Les rebelles ont avancé avec confiance, prenant des centres urbains importants comme Astrakhan, Tsaritsyne (aujourd’hui Volgograd), Saratov et Samara. Certaines villes n’ont même pas été prises d’assaut - les Streltsy tuaient leurs commandants et ouvraient les portes à l’ataman.
Razine a même tenté de légitimer sa rébellion. Il a activement répandu la rumeur selon laquelle dans les rangs de son armée se trouvaient le tsarévitch Alexeï Alexeïevitch (déjà décédé à cette époque) et le patriarche Nikon en disgrâce, qui à l’époque était en fait en exil au monastère Kirillo-Belozerski.
Fin de l’aventure
À l’automne 1670, les rebelles ont approché de Sinbirsk (plus tard Simbirsk, aujourd’hui Oulianovsk), où ils ont été vaincus par l’armée du gouverneur Iouri Bariatinski. Razine, blessé, a réussi à s’échapper vers le Don et s’est réfugié avec ses derniers partisans dans la ville de Kagalnitski, où il avait l’intention de reprendre des forces.
Les chefs cosaques qui n’avaient pas rejoint la rébellion ont compris que le tsar Alexis Ier pourrait leur demander des comptes pour les vols et les exactions commis par Razine. Par conséquent, ils ont pris d’assaut le bastion de Razine et capturé le chef de guerre, le remettant immédiatement à Moscou.

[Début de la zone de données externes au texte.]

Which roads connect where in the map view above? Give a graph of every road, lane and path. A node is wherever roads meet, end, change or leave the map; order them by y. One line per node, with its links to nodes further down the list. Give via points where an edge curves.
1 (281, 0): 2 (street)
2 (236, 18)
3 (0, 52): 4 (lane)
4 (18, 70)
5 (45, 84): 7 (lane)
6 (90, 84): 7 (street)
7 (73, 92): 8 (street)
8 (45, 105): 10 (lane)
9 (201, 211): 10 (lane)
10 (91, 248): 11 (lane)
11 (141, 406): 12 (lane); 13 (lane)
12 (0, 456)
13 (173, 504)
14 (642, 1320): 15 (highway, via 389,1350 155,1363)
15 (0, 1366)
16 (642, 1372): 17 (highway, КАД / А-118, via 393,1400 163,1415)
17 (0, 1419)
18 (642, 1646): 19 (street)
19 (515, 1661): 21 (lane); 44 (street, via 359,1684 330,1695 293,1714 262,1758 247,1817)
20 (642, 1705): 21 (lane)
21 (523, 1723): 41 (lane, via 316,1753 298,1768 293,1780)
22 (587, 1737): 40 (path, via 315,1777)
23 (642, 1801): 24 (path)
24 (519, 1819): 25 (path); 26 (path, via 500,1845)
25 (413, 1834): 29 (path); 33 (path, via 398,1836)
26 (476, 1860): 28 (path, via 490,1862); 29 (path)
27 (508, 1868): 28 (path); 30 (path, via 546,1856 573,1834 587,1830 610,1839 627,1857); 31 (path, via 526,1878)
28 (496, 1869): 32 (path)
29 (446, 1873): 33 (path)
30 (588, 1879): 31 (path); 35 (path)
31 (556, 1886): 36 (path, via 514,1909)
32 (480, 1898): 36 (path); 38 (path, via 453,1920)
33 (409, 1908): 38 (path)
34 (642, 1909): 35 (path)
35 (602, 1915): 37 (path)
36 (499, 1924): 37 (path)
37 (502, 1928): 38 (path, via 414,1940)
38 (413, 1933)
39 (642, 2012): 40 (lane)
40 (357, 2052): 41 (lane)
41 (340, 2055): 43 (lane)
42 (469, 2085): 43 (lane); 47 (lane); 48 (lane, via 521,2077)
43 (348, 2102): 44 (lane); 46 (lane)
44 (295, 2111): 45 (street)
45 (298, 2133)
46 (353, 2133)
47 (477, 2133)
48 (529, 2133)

Stenka a été emmené dans la capitale, où il a été soumis à de longues et douloureuses tortures. Le 16 juin 1671, il a été écartelé publiquement. Ses entrailles ont été jetées aux chiens et des parties de son corps ont été empalées sur des piques et exposées en public, afin de dissuader toute nouvelle tentative de ce type.